EXERCISE: Would you restate the full listing word for word and omit its pictures?

(Beginning of PROVIDED ENTRIES)

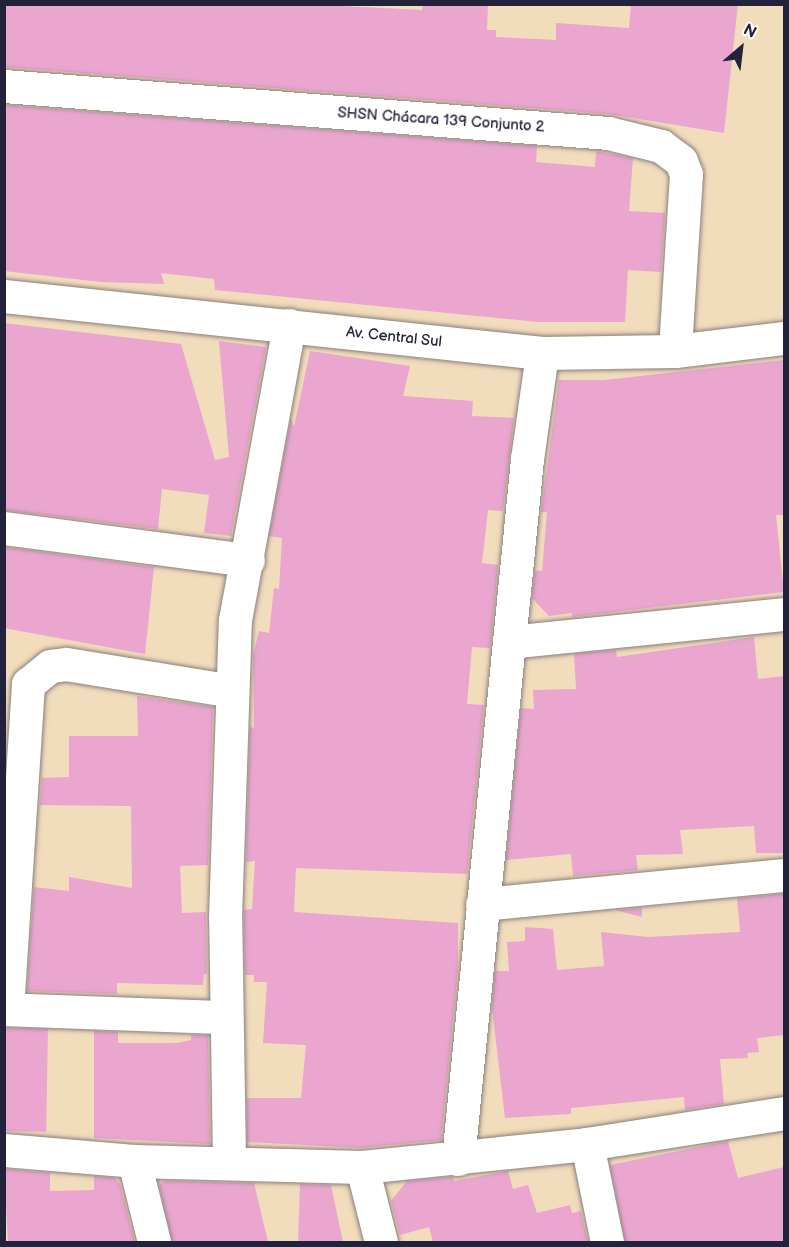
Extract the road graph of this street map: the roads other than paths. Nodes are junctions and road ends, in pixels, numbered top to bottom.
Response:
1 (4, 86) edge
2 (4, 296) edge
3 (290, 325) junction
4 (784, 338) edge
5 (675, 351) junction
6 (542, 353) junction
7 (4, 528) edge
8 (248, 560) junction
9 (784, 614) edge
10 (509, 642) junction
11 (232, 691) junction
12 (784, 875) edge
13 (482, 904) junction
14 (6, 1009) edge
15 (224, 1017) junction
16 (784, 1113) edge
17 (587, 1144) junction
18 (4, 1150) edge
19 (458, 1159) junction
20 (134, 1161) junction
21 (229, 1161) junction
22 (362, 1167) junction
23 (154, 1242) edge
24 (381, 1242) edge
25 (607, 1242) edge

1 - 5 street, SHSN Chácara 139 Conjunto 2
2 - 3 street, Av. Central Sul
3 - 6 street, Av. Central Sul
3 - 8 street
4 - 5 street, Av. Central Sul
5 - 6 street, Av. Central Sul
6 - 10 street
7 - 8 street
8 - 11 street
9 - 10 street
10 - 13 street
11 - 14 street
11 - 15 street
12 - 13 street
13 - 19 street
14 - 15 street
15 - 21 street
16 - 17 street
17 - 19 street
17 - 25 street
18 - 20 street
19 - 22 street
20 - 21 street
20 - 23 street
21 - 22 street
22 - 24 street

(End of PROVIDED ENTRIES)

RESPONSE FOR THIS EXERCISE:
Extract the road graph of this street map: the roads other than paths. Nodes are junctions and road ends, in pixels, numbered top to bottom.
Response:
1 (4, 86) edge
2 (4, 296) edge
3 (290, 325) junction
4 (784, 338) edge
5 (675, 351) junction
6 (542, 353) junction
7 (4, 528) edge
8 (248, 560) junction
9 (784, 614) edge
10 (509, 642) junction
11 (232, 691) junction
12 (784, 875) edge
13 (482, 904) junction
14 (6, 1009) edge
15 (224, 1017) junction
16 (784, 1113) edge
17 (587, 1144) junction
18 (4, 1150) edge
19 (458, 1159) junction
20 (134, 1161) junction
21 (229, 1161) junction
22 (362, 1167) junction
23 (154, 1242) edge
24 (381, 1242) edge
25 (607, 1242) edge

1 - 5 street, SHSN Chácara 139 Conjunto 2
2 - 3 street, Av. Central Sul
3 - 6 street, Av. Central Sul
3 - 8 street
4 - 5 street, Av. Central Sul
5 - 6 street, Av. Central Sul
6 - 10 street
7 - 8 street
8 - 11 street
9 - 10 street
10 - 13 street
11 - 14 street
11 - 15 street
12 - 13 street
13 - 19 street
14 - 15 street
15 - 21 street
16 - 17 street
17 - 19 street
17 - 25 street
18 - 20 street
19 - 22 street
20 - 21 street
20 - 23 street
21 - 22 street
22 - 24 street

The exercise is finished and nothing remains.